So its been a case of throwing mud and seeing what sticks as I'm learning everyday. The idea was to try to trickle a flow of water through the anaerobic digester to keep nitrates in tolerance. But the oxegen was too high at 4ppm.
Turning the flow off works to reduce nitrates down to 40ppm then use that water to do water changes as all our saltwater is made diy. The main concern i have is this system doesn't keep the levels low enough in the growout tanks.
With phytoplankton all the system is down to 20ppm while its active. If it crashes the nitrates shoot back up. So my main objective is to co culture zooplankton which the shrimp will utilise for biomass then at harvest I would remove from the system. As with growing superfood seaweed. If I can keep the phytoplankton 365 days I can convert the denitrification tank into breeding or stock tank. So really its only been used as a backup.
All the help and ideas are very much appreciated
I am in the UK.
I culture Tetraselmis, Chlorella Vulgaris and chlorella in 5 Litre Glass Demi-John's. The longest culture I have is Tetraselmis which has been going for 14 months now.

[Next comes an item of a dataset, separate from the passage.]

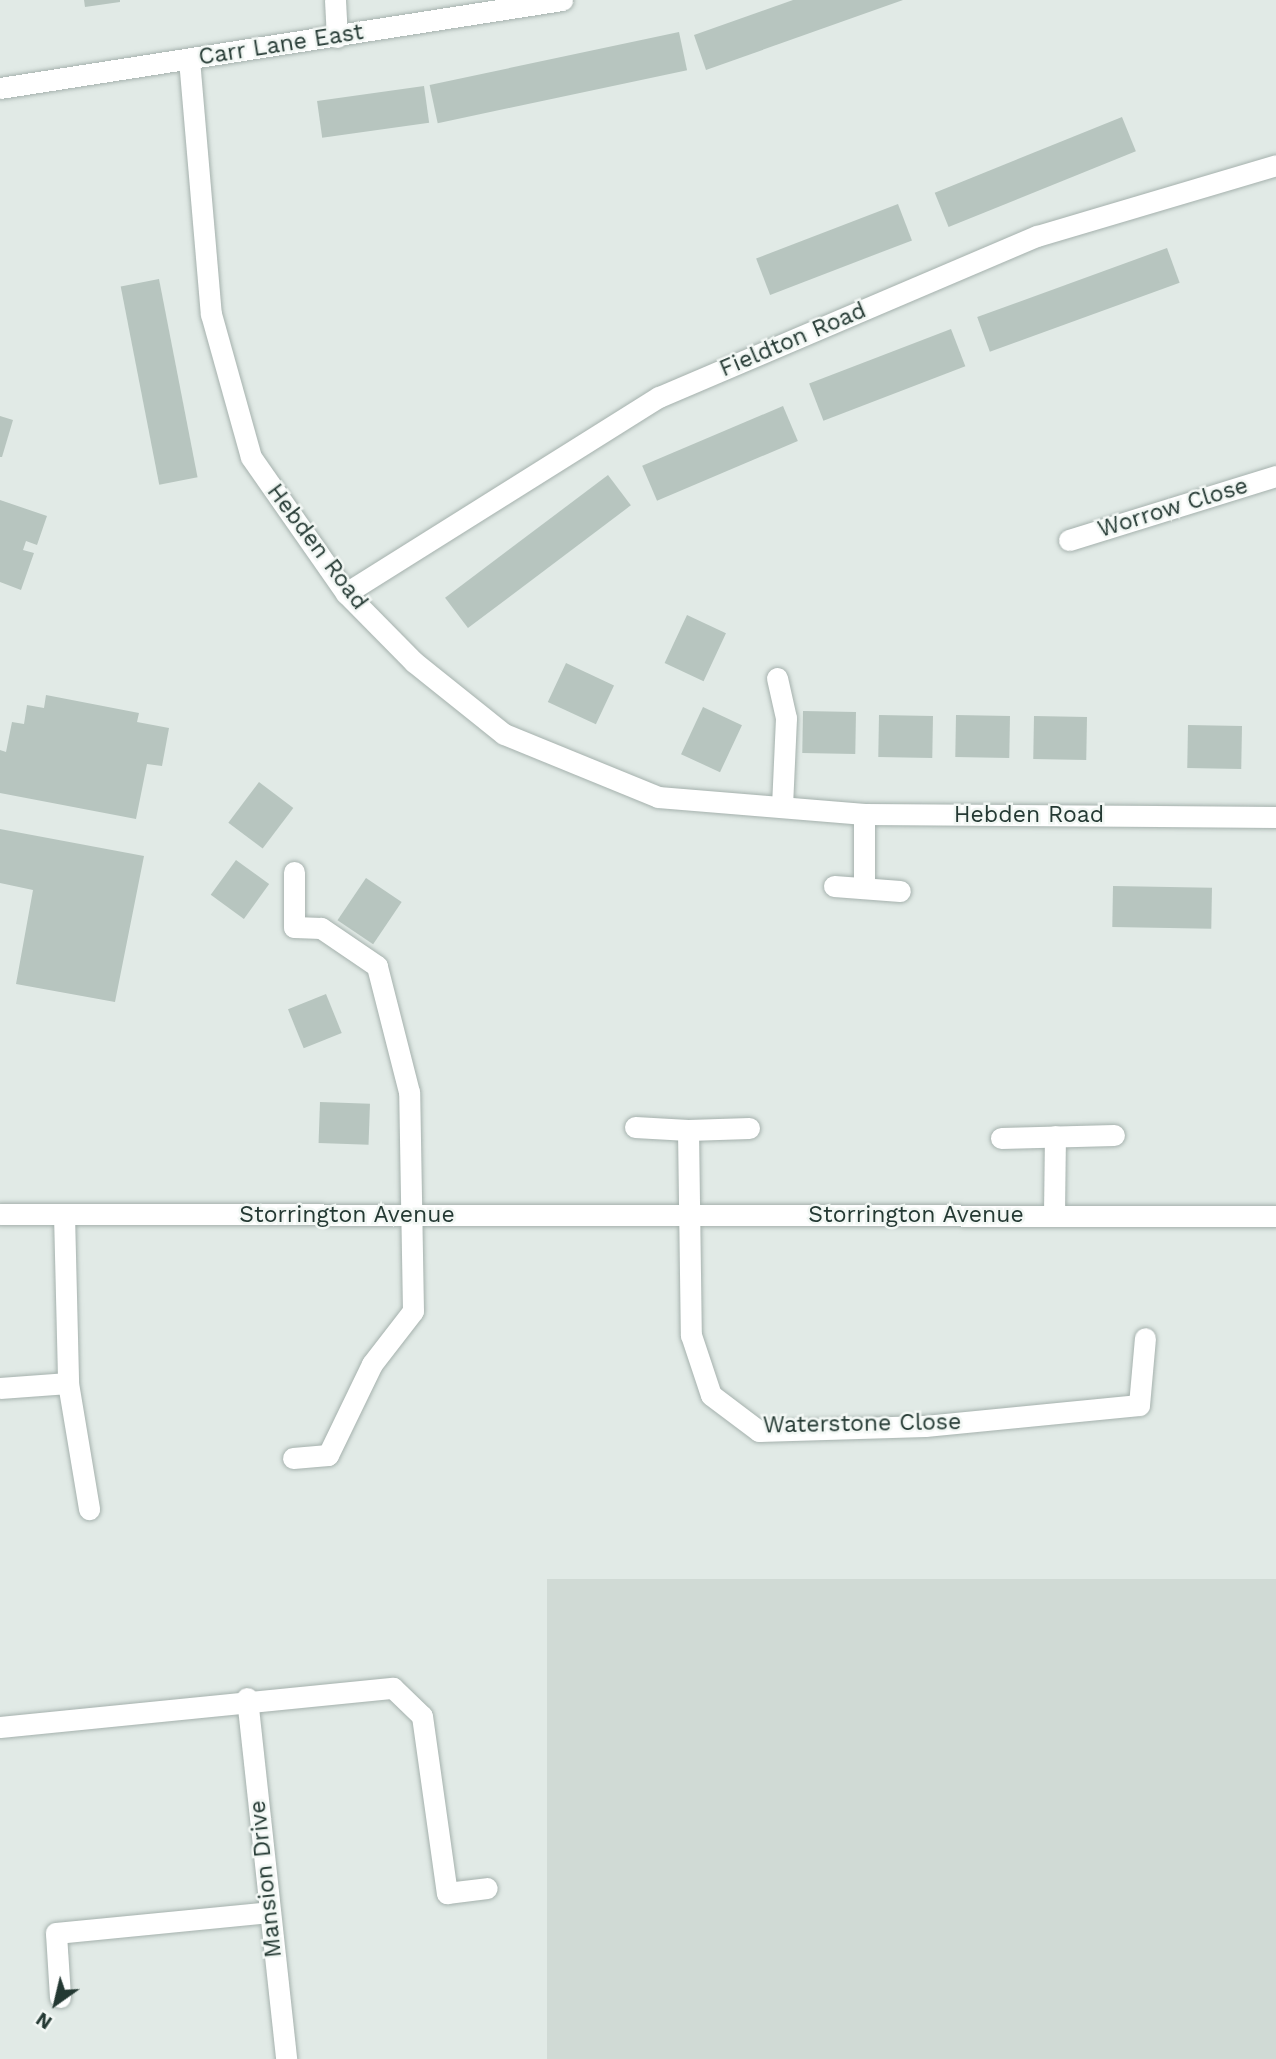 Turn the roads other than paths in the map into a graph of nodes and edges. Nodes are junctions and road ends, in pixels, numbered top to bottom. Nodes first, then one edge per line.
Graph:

All I do is harvest 80% every 14 days, top up with salt water and add 2 ml of TNC Complete fertiliser every 7 days. I get a very dense culture way better than any of that watery phyto sold in shops.
I have found TNC Complete Plant Fertiliser to be more productive for culturing Phyto based on my experimental comparison with F2. It also worked out cheaper if I buy the 5L bottle.
I do observer strict quarantine procedures. Each culture has its own cleaning kit (brush, sponge, hard line tubes, etc). I wash in lab grade ISOPROPYL ALCOHOL 99.9%.
Fresh salt is mixed over night in a bucket pre-washed with lab grade ISOPROPYL ALCOHOL. I use Instant Ocean (the one sold in individual bags)
I also breed copepods in 4x 110 Litre tubs in my green house and feed them only Photo and powdered Spirulina.
As long as you observe strict processes, your culture should last a very long time.
Nanochloropsis, Tetraselmis and Isocrysis (galbana) are considered the most important algae in culturing zooplankton such as rotifers and ciliates.
Tetraselmis and Dunaliella are motile algae.
Nannochloropsis, nannochloris and chlorella are non motile.
All of the above algae species are normally used to culture rotifers, copepods, artemia, clams, oysters and larval shrimp.